◆ **What you are asked to do**
Provide a verbatim copy of the data below.

>>>

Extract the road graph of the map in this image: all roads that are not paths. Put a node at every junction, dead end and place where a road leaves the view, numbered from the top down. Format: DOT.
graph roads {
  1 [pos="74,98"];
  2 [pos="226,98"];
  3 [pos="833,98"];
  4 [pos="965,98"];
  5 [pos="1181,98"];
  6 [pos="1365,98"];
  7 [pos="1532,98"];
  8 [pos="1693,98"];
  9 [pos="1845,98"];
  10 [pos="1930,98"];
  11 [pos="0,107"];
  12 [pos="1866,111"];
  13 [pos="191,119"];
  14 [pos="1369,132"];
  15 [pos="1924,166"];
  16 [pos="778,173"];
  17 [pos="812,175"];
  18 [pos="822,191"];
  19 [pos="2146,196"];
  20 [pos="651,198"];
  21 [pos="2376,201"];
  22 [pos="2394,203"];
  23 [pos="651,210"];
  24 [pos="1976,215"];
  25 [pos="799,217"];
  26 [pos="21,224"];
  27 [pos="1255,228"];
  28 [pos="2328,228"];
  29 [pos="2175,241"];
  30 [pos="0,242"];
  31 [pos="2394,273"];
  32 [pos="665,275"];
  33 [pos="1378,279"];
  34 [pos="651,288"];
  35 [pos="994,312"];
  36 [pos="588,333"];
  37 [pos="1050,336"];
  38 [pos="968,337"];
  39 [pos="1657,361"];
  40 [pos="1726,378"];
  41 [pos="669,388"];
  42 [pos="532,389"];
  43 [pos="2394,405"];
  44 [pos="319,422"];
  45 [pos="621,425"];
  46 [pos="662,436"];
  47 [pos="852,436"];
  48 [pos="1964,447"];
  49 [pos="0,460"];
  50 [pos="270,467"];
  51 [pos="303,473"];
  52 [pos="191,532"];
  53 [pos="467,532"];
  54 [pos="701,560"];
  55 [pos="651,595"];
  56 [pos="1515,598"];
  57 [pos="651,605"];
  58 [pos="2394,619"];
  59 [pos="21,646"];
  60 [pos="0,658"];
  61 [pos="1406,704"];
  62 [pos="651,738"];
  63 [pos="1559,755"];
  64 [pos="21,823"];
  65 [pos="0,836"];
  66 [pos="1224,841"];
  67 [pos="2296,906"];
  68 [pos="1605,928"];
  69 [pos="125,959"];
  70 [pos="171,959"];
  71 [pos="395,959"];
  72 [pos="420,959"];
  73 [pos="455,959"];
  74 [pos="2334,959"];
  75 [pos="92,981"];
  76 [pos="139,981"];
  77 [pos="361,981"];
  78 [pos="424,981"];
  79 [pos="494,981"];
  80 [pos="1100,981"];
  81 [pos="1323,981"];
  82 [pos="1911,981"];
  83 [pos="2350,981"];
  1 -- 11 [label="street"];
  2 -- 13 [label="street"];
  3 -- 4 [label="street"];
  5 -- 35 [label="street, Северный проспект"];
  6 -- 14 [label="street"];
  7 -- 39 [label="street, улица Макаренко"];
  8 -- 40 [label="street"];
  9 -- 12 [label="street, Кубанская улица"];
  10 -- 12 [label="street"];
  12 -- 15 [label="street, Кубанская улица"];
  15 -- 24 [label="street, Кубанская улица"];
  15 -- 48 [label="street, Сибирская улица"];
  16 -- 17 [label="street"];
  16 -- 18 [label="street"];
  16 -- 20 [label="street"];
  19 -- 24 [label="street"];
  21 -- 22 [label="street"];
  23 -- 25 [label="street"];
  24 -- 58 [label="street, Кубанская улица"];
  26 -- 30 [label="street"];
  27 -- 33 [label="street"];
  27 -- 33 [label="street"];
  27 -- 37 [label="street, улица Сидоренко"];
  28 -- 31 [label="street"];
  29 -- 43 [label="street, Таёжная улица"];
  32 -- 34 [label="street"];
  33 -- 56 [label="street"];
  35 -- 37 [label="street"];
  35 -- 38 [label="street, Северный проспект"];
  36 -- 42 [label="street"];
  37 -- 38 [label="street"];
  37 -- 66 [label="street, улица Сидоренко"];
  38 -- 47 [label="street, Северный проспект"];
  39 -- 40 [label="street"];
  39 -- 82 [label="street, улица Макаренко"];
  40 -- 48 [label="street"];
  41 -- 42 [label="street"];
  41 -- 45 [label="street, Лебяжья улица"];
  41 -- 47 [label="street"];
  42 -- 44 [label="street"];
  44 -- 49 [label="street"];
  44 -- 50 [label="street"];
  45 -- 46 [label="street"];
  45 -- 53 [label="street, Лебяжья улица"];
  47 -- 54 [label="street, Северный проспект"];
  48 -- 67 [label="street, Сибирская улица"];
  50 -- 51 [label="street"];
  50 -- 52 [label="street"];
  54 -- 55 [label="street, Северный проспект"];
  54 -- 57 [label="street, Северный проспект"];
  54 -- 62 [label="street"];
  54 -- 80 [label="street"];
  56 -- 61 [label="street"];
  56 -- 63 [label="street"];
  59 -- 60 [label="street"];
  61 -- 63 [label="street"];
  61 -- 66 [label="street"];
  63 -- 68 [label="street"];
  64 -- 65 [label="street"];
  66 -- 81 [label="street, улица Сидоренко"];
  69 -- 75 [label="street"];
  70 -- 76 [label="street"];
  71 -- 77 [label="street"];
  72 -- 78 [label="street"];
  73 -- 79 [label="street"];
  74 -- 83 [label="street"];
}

<<<

◆ **Output of the exercise**
Extract the road graph of the map in this image: all roads that are not paths. Put a node at every junction, dead end and place where a road leaves the view, numbered from the top down. Format: DOT.
graph roads {
  1 [pos="74,98"];
  2 [pos="226,98"];
  3 [pos="833,98"];
  4 [pos="965,98"];
  5 [pos="1181,98"];
  6 [pos="1365,98"];
  7 [pos="1532,98"];
  8 [pos="1693,98"];
  9 [pos="1845,98"];
  10 [pos="1930,98"];
  11 [pos="0,107"];
  12 [pos="1866,111"];
  13 [pos="191,119"];
  14 [pos="1369,132"];
  15 [pos="1924,166"];
  16 [pos="778,173"];
  17 [pos="812,175"];
  18 [pos="822,191"];
  19 [pos="2146,196"];
  20 [pos="651,198"];
  21 [pos="2376,201"];
  22 [pos="2394,203"];
  23 [pos="651,210"];
  24 [pos="1976,215"];
  25 [pos="799,217"];
  26 [pos="21,224"];
  27 [pos="1255,228"];
  28 [pos="2328,228"];
  29 [pos="2175,241"];
  30 [pos="0,242"];
  31 [pos="2394,273"];
  32 [pos="665,275"];
  33 [pos="1378,279"];
  34 [pos="651,288"];
  35 [pos="994,312"];
  36 [pos="588,333"];
  37 [pos="1050,336"];
  38 [pos="968,337"];
  39 [pos="1657,361"];
  40 [pos="1726,378"];
  41 [pos="669,388"];
  42 [pos="532,389"];
  43 [pos="2394,405"];
  44 [pos="319,422"];
  45 [pos="621,425"];
  46 [pos="662,436"];
  47 [pos="852,436"];
  48 [pos="1964,447"];
  49 [pos="0,460"];
  50 [pos="270,467"];
  51 [pos="303,473"];
  52 [pos="191,532"];
  53 [pos="467,532"];
  54 [pos="701,560"];
  55 [pos="651,595"];
  56 [pos="1515,598"];
  57 [pos="651,605"];
  58 [pos="2394,619"];
  59 [pos="21,646"];
  60 [pos="0,658"];
  61 [pos="1406,704"];
  62 [pos="651,738"];
  63 [pos="1559,755"];
  64 [pos="21,823"];
  65 [pos="0,836"];
  66 [pos="1224,841"];
  67 [pos="2296,906"];
  68 [pos="1605,928"];
  69 [pos="125,959"];
  70 [pos="171,959"];
  71 [pos="395,959"];
  72 [pos="420,959"];
  73 [pos="455,959"];
  74 [pos="2334,959"];
  75 [pos="92,981"];
  76 [pos="139,981"];
  77 [pos="361,981"];
  78 [pos="424,981"];
  79 [pos="494,981"];
  80 [pos="1100,981"];
  81 [pos="1323,981"];
  82 [pos="1911,981"];
  83 [pos="2350,981"];
  1 -- 11 [label="street"];
  2 -- 13 [label="street"];
  3 -- 4 [label="street"];
  5 -- 35 [label="street, Северный проспект"];
  6 -- 14 [label="street"];
  7 -- 39 [label="street, улица Макаренко"];
  8 -- 40 [label="street"];
  9 -- 12 [label="street, Кубанская улица"];
  10 -- 12 [label="street"];
  12 -- 15 [label="street, Кубанская улица"];
  15 -- 24 [label="street, Кубанская улица"];
  15 -- 48 [label="street, Сибирская улица"];
  16 -- 17 [label="street"];
  16 -- 18 [label="street"];
  16 -- 20 [label="street"];
  19 -- 24 [label="street"];
  21 -- 22 [label="street"];
  23 -- 25 [label="street"];
  24 -- 58 [label="street, Кубанская улица"];
  26 -- 30 [label="street"];
  27 -- 33 [label="street"];
  27 -- 33 [label="street"];
  27 -- 37 [label="street, улица Сидоренко"];
  28 -- 31 [label="street"];
  29 -- 43 [label="street, Таёжная улица"];
  32 -- 34 [label="street"];
  33 -- 56 [label="street"];
  35 -- 37 [label="street"];
  35 -- 38 [label="street, Северный проспект"];
  36 -- 42 [label="street"];
  37 -- 38 [label="street"];
  37 -- 66 [label="street, улица Сидоренко"];
  38 -- 47 [label="street, Северный проспект"];
  39 -- 40 [label="street"];
  39 -- 82 [label="street, улица Макаренко"];
  40 -- 48 [label="street"];
  41 -- 42 [label="street"];
  41 -- 45 [label="street, Лебяжья улица"];
  41 -- 47 [label="street"];
  42 -- 44 [label="street"];
  44 -- 49 [label="street"];
  44 -- 50 [label="street"];
  45 -- 46 [label="street"];
  45 -- 53 [label="street, Лебяжья улица"];
  47 -- 54 [label="street, Северный проспект"];
  48 -- 67 [label="street, Сибирская улица"];
  50 -- 51 [label="street"];
  50 -- 52 [label="street"];
  54 -- 55 [label="street, Северный проспект"];
  54 -- 57 [label="street, Северный проспект"];
  54 -- 62 [label="street"];
  54 -- 80 [label="street"];
  56 -- 61 [label="street"];
  56 -- 63 [label="street"];
  59 -- 60 [label="street"];
  61 -- 63 [label="street"];
  61 -- 66 [label="street"];
  63 -- 68 [label="street"];
  64 -- 65 [label="street"];
  66 -- 81 [label="street, улица Сидоренко"];
  69 -- 75 [label="street"];
  70 -- 76 [label="street"];
  71 -- 77 [label="street"];
  72 -- 78 [label="street"];
  73 -- 79 [label="street"];
  74 -- 83 [label="street"];
}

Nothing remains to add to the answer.